Why FareShare meals are a ‘gamechanger’ for Reservoir Neighbourhood House

Reservoir Neighbourhood House began providing FareShare meals and other food assistance to their community members during Covid. They intended to stop once the lockdowns ended but the need never let up.

Four years on and Reservoir Neighbourhood House is now an essential lifeline for people struggling with the cost-of-living, supporting between 1,500-2,000 households every month with food.

“Demand has increased,” says Reservoir Neighbourhood House team member Kate Hatton. “Rent is going up. Mortgages are going up.

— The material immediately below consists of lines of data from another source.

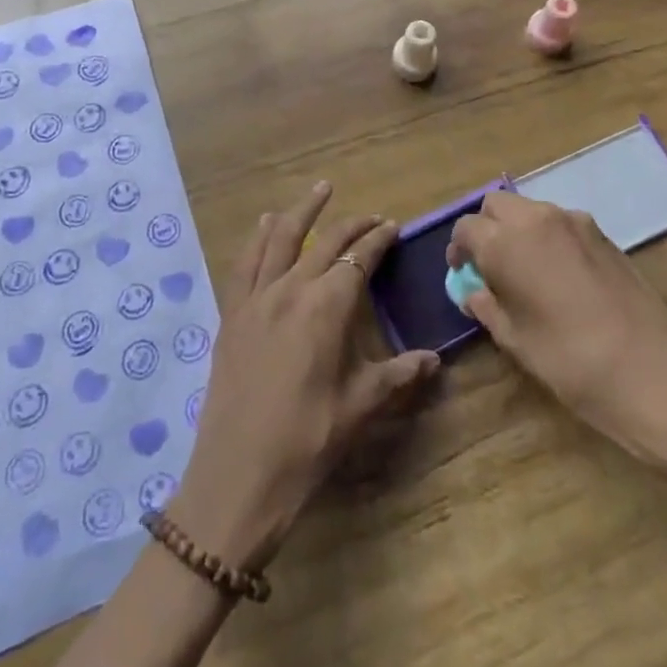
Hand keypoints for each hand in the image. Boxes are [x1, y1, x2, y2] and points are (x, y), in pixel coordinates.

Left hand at [170, 182, 438, 572]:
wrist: (238, 477)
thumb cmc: (307, 442)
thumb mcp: (360, 407)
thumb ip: (398, 375)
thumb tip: (434, 360)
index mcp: (326, 307)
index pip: (358, 258)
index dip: (378, 240)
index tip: (393, 227)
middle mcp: (291, 289)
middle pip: (325, 242)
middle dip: (352, 224)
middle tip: (371, 217)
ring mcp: (256, 299)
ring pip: (281, 238)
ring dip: (303, 211)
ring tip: (321, 189)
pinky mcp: (232, 314)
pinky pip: (245, 263)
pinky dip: (258, 238)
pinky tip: (266, 224)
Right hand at [448, 191, 666, 445]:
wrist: (655, 374)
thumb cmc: (571, 362)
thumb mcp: (516, 341)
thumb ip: (487, 307)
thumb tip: (474, 292)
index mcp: (506, 241)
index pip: (467, 228)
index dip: (459, 249)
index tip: (463, 274)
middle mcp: (538, 219)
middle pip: (497, 205)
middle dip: (486, 228)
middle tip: (489, 266)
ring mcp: (576, 222)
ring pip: (531, 210)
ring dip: (518, 230)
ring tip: (524, 273)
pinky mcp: (604, 235)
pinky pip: (561, 224)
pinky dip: (548, 237)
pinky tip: (558, 277)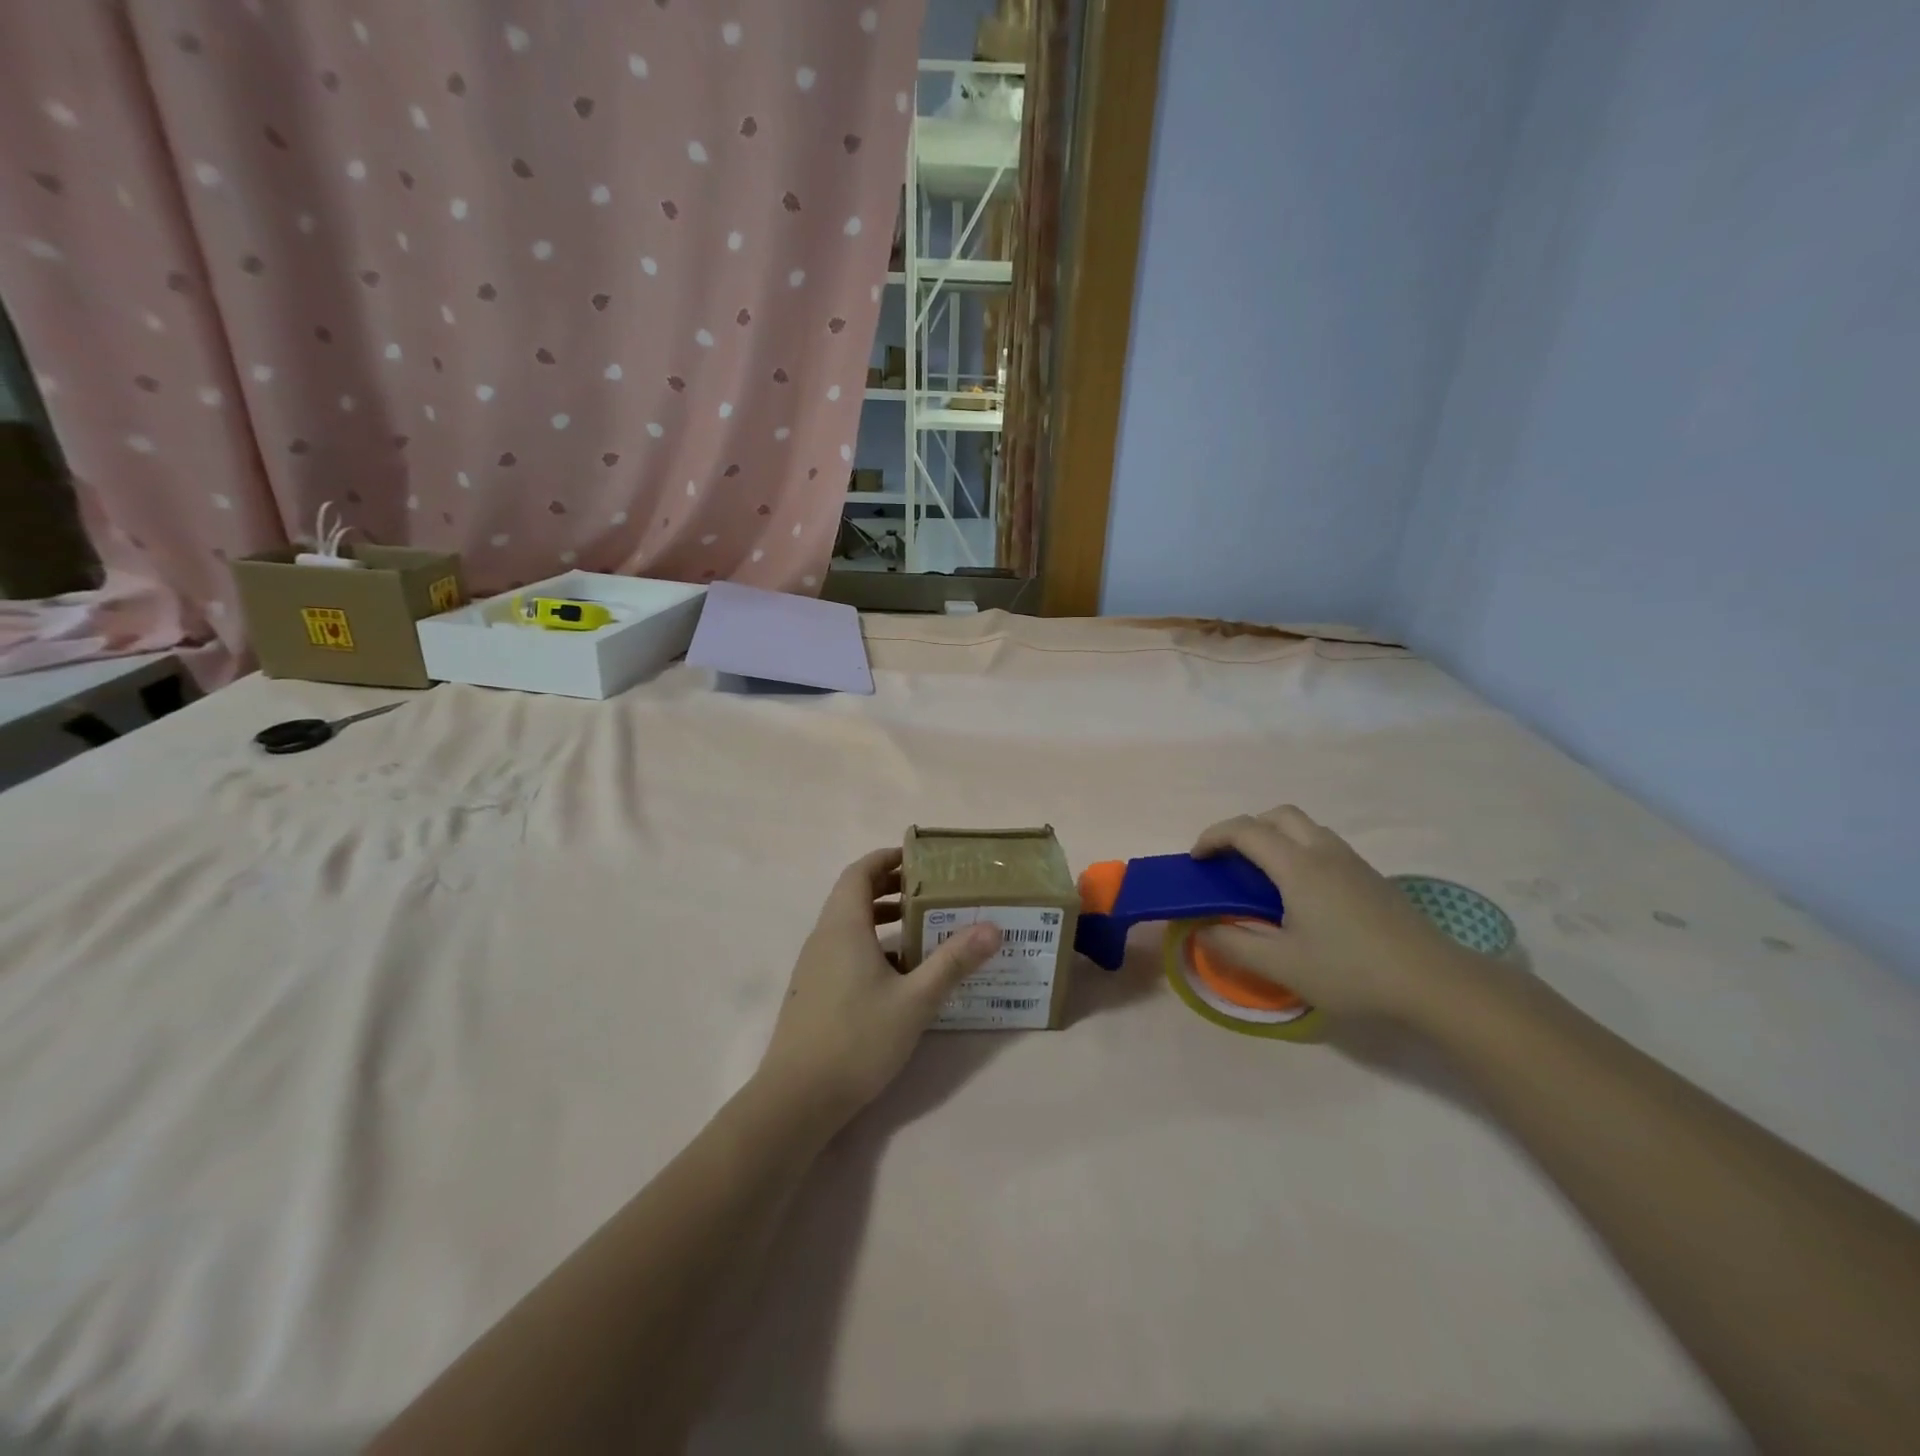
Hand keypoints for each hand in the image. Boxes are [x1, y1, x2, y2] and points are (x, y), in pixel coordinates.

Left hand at [754, 847, 1001, 1130]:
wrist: (796, 1099)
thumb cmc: (857, 1040)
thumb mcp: (915, 1001)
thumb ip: (953, 961)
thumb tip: (992, 927)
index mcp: (843, 926)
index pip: (860, 871)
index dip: (887, 857)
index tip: (921, 859)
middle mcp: (824, 937)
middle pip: (853, 894)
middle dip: (889, 885)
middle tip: (930, 889)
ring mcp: (815, 965)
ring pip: (848, 924)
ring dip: (881, 916)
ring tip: (921, 925)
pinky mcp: (814, 990)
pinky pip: (844, 949)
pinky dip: (871, 944)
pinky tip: (899, 972)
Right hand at [1192, 806, 1484, 1022]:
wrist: (1435, 983)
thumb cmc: (1352, 971)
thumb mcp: (1282, 966)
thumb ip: (1233, 944)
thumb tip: (1200, 929)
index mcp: (1298, 866)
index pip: (1245, 830)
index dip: (1213, 837)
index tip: (1196, 860)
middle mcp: (1324, 852)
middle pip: (1278, 815)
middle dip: (1245, 828)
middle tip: (1230, 862)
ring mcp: (1352, 862)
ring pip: (1305, 828)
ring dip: (1274, 838)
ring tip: (1262, 877)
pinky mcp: (1371, 878)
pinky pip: (1323, 845)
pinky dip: (1298, 851)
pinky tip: (1301, 895)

And people are saying that where they were once spending $150 a week on groceries, they are now spending $200 and they just don’t have the resources. 

FareShare's Tilly (left) and Pauline (right) hold up FareShare meals with Reservoir NH's CEO Craig and coordinator Kate in front of their beautiful mural.

“It’s families trying to maintain their homes, people who have never had to ask for help before. This meal relief can be the difference between paying a bill or not.”

Located 12kms north of Melbourne’s CBD, Reservoir is a sprawling suburb with a high proportion of elderly people, rough sleepers, refugees, Muslim families, and Sudanese and Chinese migrants. Densely populated public housing blocks surround Reservoir Neighbourhood House. 

FareShare meals are enjoyed by people across this diverse spectrum.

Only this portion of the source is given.